[Stored data]
Segment Open

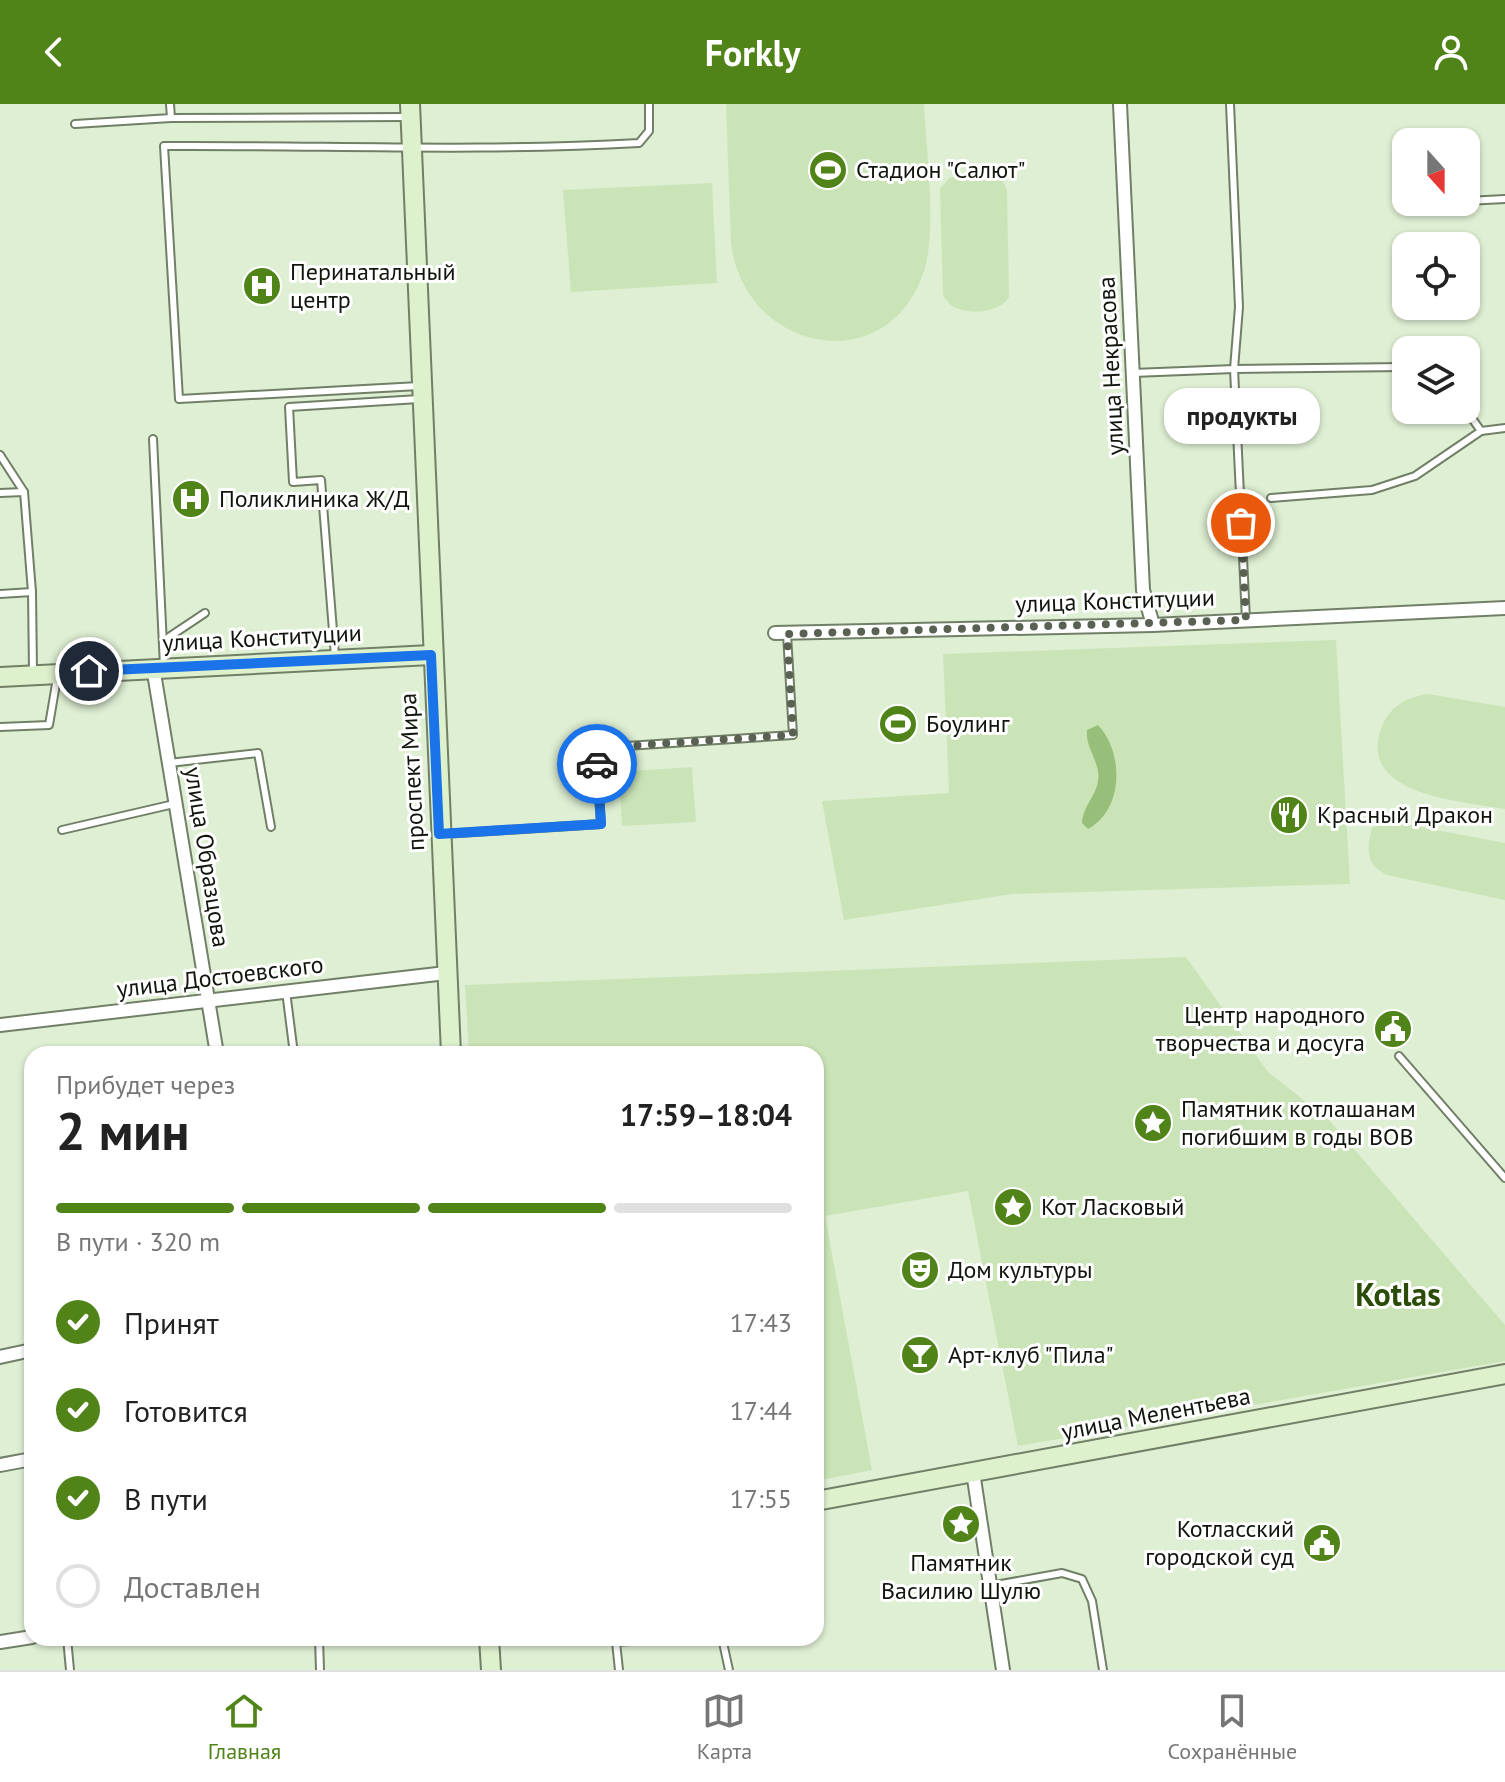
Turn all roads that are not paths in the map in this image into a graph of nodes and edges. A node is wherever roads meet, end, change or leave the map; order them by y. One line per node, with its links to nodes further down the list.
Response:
1 (170, 104): 6 (lane)
2 (649, 104): 8 (lane)
3 (1120, 104): 13 (street, улица Некрасова)
4 (1230, 104): 12 (lane)
5 (410, 111): 6 (lane); 8 (street, проспект Мира)
6 (171, 118): 7 (lane)
7 (75, 124)
8 (412, 150): 14 (street, проспект Мира); 14 (lane)
9 (1505, 199): 10 (lane)
10 (1480, 200)
11 (1392, 367): 12 (lane)
12 (1234, 369): 13 (lane); 27 (lane)
13 (1133, 373): 28 (street, улица Некрасова)
14 (422, 392): 31 (street, проспект Мира); 32 (lane)
15 (1476, 424): 17 (lane)
16 (1505, 428): 17 (lane)
17 (1481, 431): 22 (lane)
18 (153, 439): 30 (lane)
19 (0, 455): 20 (lane)
20 (24, 492): 21 (lane); 23 (lane)
21 (0, 493)
22 (1271, 498)
23 (32, 592): 24 (lane); 35 (lane)
24 (0, 594)
25 (1505, 608): 27 (street, улица Конституции)
26 (205, 613): 30 (lane)
27 (1246, 620): 28 (street, улица Конституции)
28 (1153, 625): 29 (street, улица Конституции)
29 (781, 633): 42 (lane)
30 (163, 641): 33 (lane)
31 (431, 655): 32 (street, улица Конституции); 42 (street, проспект Мира)
32 (335, 658): 33 (street, улица Конституции)
33 (158, 667): 34 (street, улица Конституции); 38 (street, улица Образцова)
34 (58, 674): 35 (street, улица Конституции); 37 (lane)
35 (33, 676): 36 (street, улица Конституции)
36 (0, 677)
37 (0, 727)
38 (169, 763): 39 (street, улица Образцова); 40 (lane)
39 (178, 803): 41 (lane); 45 (street, улица Образцова)
40 (271, 827)
41 (62, 830)
42 (439, 834): 43 (street, проспект Мира)
43 (446, 973): 44 (street, улица Достоевского); 49 (street, проспект Мира)
44 (286, 991): 45 (street, улица Достоевского); 48 (lane)
45 (207, 1002): 46 (street, улица Достоевского); 47 (street, улица Образцова)
46 (0, 1025)
47 (215, 1046)
48 (293, 1046)
49 (451, 1046)
50 (1399, 1056): 51 (lane)
51 (1505, 1178)
52 (24, 1352): 53 (street)
53 (0, 1357)
54 (1505, 1374): 57 (street, улица Мелентьева)
55 (24, 1460): 56 (street)
56 (0, 1465)
57 (973, 1472): 58 (street, улица Мелентьева); 59 (street)
58 (824, 1500)
59 (987, 1586): 72 (street); 73 (lane)
60 (24, 1638): 61 (street)
61 (0, 1642)
62 (68, 1646): 67 (lane)
63 (319, 1646): 68 (lane)
64 (490, 1646): 69 (street)
65 (616, 1646): 70 (lane)
66 (724, 1646): 71 (lane)
67 (70, 1670)
68 (320, 1670)
69 (491, 1670)
70 (619, 1670)
71 (729, 1670)
72 (1003, 1670)
73 (1103, 1670)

Segment Closed

Work instructions: Give the total number of lines in the entries that contain the word "Достоевского", with no other words.

Answer section: 3